◆ YOUR TASK
Your task is to show every line in the listing below that includes "edges".
Segment Start: RECORDS
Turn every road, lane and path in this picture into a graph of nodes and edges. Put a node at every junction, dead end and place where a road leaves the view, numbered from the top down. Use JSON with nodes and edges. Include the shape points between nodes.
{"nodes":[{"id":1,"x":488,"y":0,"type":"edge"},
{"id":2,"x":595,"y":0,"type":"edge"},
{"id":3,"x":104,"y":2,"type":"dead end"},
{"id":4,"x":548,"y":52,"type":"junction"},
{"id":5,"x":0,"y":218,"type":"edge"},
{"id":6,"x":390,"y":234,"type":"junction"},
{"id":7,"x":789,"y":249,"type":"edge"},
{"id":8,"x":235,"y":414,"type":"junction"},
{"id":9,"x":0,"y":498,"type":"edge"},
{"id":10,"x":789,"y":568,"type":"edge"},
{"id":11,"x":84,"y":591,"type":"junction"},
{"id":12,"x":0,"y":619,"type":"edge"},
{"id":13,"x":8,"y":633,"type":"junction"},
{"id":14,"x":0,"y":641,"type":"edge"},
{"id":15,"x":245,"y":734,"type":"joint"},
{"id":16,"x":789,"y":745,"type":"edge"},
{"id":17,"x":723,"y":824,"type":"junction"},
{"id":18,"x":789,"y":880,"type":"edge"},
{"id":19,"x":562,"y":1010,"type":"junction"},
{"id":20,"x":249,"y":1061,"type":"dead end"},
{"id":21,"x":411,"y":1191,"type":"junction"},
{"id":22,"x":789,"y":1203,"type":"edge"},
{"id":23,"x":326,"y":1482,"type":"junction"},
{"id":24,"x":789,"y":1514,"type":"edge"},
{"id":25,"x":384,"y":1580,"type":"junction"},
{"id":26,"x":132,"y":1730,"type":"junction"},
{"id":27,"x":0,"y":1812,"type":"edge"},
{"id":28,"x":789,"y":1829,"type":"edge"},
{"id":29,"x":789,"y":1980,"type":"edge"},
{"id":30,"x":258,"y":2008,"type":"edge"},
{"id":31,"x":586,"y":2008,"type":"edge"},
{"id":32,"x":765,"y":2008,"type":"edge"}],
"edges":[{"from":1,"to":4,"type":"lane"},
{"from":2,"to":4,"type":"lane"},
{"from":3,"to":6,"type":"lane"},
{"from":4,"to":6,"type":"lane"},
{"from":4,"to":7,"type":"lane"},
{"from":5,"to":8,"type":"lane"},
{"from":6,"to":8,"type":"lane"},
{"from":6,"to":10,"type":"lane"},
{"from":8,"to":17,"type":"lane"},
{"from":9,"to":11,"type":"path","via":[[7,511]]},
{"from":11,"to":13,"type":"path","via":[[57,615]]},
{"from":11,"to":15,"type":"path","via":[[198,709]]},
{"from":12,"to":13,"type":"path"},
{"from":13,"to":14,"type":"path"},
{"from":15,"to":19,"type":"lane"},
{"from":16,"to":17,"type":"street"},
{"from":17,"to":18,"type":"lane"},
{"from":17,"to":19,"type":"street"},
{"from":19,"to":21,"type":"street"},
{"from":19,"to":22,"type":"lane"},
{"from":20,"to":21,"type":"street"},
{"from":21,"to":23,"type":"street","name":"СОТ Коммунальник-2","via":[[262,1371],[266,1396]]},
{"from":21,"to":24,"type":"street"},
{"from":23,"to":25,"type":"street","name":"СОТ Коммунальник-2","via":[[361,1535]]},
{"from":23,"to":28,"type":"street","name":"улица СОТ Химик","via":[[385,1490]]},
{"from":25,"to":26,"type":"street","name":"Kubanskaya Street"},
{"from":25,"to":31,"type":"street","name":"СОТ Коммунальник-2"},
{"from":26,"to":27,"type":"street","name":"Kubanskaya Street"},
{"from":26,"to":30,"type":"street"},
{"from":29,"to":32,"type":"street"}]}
Segment End: RECORDS
◆ REPLY TO THE EXERCISE
Turn every road, lane and path in this picture into a graph of nodes and edges. Put a node at every junction, dead end and place where a road leaves the view, numbered from the top down. Use JSON with nodes and edges. Include the shape points between nodes.
"edges":[{"from":1,"to":4,"type":"lane"},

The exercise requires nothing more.